> [Exercise objective]: Nothing but an exact copy is wanted here: the line with "middle mcp: (1209, 587)" and all the lines that follow it in the entries below.

START Working data

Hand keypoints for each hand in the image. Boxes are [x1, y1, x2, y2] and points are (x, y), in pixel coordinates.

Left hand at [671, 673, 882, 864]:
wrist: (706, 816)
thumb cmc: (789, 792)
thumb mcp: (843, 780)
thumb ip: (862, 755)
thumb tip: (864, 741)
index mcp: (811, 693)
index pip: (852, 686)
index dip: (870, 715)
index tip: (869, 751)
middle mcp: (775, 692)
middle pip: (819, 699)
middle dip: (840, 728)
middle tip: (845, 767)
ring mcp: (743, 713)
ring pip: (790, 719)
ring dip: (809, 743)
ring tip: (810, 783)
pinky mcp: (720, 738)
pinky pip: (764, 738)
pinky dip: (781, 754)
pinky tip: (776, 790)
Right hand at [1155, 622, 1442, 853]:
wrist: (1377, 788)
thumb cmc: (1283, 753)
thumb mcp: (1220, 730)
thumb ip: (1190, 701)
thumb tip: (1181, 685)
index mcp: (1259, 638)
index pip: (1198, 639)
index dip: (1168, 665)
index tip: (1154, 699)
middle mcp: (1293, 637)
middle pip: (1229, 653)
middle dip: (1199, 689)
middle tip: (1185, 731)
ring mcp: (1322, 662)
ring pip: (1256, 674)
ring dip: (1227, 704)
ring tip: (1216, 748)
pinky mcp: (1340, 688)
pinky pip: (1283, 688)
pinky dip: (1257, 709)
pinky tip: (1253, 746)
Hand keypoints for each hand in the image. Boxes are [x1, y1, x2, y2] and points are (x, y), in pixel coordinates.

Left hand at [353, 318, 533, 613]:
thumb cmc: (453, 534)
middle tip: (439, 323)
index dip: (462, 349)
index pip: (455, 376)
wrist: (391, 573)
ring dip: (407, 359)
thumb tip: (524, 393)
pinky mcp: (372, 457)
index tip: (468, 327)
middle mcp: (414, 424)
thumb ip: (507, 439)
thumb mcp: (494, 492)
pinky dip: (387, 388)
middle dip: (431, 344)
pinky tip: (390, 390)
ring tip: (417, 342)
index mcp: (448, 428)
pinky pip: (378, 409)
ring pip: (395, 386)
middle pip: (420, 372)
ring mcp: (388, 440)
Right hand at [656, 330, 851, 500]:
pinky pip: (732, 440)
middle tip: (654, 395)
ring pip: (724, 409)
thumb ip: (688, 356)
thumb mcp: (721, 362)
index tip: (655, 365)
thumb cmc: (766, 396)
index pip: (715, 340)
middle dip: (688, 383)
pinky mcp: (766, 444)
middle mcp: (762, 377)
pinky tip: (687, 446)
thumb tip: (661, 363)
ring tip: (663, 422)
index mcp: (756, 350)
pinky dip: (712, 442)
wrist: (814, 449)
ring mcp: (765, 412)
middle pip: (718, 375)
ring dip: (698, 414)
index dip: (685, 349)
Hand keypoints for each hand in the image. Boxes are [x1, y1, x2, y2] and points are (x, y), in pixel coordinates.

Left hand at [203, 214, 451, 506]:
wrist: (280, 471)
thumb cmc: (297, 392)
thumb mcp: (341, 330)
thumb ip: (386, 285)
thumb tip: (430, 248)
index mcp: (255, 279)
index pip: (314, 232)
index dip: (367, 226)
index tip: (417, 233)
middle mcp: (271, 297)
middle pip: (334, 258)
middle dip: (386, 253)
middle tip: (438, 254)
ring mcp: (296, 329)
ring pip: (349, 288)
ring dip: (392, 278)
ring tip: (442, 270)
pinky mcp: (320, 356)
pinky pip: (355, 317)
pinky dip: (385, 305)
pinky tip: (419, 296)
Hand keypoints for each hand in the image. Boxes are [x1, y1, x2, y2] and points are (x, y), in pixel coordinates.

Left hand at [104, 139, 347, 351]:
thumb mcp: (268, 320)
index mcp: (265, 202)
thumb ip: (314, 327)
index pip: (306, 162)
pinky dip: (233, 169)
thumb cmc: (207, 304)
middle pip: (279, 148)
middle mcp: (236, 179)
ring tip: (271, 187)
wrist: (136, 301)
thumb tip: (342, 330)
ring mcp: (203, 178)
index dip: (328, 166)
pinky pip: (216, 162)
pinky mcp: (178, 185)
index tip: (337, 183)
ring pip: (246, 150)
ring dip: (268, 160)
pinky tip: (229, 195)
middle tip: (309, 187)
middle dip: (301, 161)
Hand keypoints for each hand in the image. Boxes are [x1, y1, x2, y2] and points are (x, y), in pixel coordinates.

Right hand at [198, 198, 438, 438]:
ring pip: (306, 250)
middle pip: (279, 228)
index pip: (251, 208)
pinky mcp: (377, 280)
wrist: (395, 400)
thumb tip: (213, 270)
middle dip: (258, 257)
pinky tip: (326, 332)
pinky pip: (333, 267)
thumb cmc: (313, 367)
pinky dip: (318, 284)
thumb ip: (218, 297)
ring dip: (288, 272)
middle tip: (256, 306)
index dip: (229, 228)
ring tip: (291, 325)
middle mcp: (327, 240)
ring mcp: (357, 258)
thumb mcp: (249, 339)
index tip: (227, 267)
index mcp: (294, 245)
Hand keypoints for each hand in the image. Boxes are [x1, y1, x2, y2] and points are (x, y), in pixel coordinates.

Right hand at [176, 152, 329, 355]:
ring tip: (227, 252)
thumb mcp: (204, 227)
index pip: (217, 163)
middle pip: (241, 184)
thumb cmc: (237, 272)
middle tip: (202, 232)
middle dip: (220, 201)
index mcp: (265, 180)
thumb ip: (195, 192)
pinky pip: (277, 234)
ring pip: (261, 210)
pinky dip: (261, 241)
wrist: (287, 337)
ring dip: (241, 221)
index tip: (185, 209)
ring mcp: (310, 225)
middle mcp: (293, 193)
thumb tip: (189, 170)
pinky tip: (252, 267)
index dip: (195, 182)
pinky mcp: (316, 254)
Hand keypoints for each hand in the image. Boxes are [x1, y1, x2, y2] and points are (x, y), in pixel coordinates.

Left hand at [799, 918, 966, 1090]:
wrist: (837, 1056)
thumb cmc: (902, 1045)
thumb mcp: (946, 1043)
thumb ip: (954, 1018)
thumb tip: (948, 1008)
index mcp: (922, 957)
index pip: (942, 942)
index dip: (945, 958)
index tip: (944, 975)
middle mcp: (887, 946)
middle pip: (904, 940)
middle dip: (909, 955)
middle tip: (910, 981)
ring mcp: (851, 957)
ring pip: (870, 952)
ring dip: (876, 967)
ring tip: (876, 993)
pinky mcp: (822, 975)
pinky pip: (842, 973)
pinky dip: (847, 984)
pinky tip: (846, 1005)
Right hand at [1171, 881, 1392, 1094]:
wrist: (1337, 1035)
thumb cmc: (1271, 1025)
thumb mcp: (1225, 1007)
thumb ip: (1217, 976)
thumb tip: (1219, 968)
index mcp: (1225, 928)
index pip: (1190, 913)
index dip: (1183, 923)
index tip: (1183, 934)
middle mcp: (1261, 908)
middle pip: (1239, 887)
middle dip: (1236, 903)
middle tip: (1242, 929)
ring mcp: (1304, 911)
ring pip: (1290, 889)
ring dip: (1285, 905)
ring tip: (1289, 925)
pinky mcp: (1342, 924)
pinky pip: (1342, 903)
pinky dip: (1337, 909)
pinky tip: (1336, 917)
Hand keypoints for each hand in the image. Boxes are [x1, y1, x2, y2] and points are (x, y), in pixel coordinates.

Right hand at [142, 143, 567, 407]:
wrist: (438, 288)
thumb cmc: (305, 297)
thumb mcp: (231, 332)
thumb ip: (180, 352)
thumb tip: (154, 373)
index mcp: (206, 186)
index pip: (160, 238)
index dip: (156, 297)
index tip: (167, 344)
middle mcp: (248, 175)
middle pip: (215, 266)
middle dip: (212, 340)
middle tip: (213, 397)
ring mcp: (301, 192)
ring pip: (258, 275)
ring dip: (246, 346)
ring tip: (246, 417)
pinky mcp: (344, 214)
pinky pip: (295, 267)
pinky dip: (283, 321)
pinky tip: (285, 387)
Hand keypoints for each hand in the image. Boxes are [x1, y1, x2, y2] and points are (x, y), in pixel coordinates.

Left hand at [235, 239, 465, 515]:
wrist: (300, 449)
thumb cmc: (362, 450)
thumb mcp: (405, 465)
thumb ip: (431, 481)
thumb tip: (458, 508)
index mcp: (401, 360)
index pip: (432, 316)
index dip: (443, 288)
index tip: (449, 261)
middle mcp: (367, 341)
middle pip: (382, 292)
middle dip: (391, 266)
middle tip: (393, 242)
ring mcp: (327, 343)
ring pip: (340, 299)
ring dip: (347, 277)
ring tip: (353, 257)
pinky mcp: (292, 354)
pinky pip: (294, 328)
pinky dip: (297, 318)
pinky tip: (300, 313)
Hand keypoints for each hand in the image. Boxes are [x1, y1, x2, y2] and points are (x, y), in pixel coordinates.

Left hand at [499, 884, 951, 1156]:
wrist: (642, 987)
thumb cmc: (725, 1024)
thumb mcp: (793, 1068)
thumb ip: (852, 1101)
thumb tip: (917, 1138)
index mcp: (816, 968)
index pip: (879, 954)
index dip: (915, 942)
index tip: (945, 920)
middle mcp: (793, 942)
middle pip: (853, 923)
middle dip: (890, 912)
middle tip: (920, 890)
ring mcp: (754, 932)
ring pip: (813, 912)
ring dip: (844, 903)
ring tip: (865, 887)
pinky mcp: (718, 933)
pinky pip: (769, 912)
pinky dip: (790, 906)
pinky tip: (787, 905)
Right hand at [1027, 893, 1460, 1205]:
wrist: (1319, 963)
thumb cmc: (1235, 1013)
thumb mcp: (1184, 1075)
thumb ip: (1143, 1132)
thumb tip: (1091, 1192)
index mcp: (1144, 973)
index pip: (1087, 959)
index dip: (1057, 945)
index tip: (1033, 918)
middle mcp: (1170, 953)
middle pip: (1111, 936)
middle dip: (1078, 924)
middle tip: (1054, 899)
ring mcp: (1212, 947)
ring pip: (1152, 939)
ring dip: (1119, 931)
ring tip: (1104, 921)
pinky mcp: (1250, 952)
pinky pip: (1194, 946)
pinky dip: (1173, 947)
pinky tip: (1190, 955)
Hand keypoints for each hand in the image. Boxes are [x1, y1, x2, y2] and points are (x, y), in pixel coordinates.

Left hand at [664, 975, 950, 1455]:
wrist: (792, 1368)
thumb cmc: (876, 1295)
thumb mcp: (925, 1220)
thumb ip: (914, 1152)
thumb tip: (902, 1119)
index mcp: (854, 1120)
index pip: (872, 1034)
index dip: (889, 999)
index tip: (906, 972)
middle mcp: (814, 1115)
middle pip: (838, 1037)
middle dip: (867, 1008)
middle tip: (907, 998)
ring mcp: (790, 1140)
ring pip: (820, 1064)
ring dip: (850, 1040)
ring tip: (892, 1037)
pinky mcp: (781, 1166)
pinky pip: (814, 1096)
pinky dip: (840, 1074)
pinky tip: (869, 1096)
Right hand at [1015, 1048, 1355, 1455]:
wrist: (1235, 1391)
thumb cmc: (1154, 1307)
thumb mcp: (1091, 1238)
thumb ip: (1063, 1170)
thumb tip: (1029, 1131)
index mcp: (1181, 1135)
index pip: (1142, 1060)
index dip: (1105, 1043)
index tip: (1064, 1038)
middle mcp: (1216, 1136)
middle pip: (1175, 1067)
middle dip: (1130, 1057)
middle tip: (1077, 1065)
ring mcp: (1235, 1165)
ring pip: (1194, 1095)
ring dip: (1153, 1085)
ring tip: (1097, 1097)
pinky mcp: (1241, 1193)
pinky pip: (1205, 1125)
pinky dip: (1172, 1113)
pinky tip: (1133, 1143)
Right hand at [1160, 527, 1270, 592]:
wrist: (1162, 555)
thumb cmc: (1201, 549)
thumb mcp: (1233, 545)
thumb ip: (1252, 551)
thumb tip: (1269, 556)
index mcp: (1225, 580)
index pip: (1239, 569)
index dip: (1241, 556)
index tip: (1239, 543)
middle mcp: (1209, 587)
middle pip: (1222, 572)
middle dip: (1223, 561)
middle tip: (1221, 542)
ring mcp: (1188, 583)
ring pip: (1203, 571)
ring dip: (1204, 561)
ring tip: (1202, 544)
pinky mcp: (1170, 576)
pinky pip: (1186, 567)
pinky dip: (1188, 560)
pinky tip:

END Working data

> [Solution to this task]:
middle mcp: (1209, 587)
middle pip: (1222, 572)
middle dip: (1223, 561)
middle tip: (1221, 542)
ring mcp: (1188, 583)
ring pip: (1203, 571)
ring dip: (1204, 561)
ring tip: (1202, 544)
pinky mcp: (1170, 576)
pinky pip: (1186, 567)
pinky dip: (1188, 560)
pinky tip:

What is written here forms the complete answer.